● **Directions for this task**
Below are entries. Reproduce exactly the lines between the line holding "cairo_push_group_with_content(cr, CAIRO_CONTENT_ALPHA);" and the line holding "cairo_mask(cr, soft);", inclusive, and only those.

● **Input material**
/---
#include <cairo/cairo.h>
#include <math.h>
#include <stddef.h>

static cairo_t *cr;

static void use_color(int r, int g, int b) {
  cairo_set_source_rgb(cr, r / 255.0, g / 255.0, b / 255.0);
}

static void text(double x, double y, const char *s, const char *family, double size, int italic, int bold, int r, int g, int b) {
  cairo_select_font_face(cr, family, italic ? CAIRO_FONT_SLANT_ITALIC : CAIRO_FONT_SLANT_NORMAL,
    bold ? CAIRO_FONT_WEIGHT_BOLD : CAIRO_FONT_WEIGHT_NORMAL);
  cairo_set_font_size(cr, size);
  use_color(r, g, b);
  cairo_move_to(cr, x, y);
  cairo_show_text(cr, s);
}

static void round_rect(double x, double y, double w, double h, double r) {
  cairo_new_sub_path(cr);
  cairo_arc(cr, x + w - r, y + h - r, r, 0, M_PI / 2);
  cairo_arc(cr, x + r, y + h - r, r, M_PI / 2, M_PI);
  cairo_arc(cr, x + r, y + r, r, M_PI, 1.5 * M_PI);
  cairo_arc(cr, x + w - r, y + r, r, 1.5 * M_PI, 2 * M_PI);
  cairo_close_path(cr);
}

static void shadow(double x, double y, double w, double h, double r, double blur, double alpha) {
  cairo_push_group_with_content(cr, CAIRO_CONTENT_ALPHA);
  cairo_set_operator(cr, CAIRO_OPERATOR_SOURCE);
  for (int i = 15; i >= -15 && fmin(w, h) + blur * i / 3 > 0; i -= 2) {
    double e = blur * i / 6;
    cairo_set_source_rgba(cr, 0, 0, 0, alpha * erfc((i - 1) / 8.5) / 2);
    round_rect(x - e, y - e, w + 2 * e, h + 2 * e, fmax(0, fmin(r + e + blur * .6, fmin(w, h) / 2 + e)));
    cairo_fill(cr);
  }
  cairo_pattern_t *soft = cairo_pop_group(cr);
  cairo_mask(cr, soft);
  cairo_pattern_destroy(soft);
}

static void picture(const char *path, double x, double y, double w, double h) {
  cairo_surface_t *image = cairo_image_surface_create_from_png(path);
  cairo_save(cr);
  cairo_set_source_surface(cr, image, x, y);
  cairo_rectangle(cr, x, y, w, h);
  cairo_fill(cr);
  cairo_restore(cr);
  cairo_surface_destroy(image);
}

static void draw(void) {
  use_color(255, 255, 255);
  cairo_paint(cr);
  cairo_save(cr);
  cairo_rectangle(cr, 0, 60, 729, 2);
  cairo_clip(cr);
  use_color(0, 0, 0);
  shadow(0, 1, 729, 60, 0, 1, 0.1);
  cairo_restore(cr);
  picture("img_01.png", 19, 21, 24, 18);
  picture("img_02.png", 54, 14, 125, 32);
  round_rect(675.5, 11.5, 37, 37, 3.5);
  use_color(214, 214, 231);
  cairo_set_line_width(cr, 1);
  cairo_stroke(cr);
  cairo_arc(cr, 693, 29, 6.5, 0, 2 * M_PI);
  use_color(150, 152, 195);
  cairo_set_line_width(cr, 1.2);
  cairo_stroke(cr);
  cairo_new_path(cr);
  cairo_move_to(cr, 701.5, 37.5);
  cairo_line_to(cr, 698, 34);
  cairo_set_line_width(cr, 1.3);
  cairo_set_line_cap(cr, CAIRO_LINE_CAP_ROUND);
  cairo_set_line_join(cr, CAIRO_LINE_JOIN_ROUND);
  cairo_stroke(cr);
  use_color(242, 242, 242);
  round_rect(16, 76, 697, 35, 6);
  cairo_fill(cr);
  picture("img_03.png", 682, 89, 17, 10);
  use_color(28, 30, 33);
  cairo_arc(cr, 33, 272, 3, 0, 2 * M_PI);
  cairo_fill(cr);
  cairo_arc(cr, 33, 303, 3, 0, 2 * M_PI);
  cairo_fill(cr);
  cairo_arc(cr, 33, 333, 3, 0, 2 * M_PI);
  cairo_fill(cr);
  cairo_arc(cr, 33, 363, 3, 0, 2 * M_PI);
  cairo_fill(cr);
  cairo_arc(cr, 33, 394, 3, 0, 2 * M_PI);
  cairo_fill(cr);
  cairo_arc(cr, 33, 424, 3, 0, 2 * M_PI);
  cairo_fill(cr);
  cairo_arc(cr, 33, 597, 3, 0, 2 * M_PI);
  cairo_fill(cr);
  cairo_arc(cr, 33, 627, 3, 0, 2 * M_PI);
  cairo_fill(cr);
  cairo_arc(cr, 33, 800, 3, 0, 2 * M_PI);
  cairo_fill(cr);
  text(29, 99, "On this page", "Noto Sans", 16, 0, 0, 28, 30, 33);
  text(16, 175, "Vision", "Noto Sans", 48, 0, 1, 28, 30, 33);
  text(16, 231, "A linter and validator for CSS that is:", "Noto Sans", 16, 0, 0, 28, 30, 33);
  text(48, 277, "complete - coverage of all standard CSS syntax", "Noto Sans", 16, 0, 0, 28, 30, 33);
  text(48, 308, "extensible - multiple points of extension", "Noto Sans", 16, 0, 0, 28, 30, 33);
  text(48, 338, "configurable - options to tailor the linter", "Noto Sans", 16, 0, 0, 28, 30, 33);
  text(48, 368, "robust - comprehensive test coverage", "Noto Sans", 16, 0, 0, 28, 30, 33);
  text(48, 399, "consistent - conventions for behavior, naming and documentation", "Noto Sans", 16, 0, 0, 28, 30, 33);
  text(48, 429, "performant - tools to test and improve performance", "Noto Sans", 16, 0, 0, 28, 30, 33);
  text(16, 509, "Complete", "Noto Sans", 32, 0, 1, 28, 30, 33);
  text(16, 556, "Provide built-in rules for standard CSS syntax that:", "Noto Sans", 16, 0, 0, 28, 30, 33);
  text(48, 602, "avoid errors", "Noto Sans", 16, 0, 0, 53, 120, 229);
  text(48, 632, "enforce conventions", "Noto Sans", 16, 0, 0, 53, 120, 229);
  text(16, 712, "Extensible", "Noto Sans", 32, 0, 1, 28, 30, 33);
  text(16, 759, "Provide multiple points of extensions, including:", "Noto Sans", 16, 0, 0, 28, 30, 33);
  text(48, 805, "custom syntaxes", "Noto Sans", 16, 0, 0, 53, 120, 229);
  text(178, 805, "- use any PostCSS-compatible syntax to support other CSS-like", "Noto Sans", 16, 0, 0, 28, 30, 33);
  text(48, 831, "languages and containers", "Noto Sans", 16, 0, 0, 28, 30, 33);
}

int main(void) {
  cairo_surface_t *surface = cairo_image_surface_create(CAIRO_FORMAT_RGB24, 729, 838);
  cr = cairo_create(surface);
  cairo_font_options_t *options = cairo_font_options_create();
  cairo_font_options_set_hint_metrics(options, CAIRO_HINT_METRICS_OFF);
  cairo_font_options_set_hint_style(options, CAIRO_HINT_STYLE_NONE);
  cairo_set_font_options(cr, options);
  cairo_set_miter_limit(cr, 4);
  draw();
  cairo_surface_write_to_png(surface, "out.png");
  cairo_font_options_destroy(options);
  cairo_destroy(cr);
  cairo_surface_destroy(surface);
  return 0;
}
\---
● **Answer for the task**
  cairo_push_group_with_content(cr, CAIRO_CONTENT_ALPHA);
  cairo_set_operator(cr, CAIRO_OPERATOR_SOURCE);
  for (int i = 15; i >= -15 && fmin(w, h) + blur * i / 3 > 0; i -= 2) {
    double e = blur * i / 6;
    cairo_set_source_rgba(cr, 0, 0, 0, alpha * erfc((i - 1) / 8.5) / 2);
    round_rect(x - e, y - e, w + 2 * e, h + 2 * e, fmax(0, fmin(r + e + blur * .6, fmin(w, h) / 2 + e)));
    cairo_fill(cr);
  }
  cairo_pattern_t *soft = cairo_pop_group(cr);
  cairo_mask(cr, soft);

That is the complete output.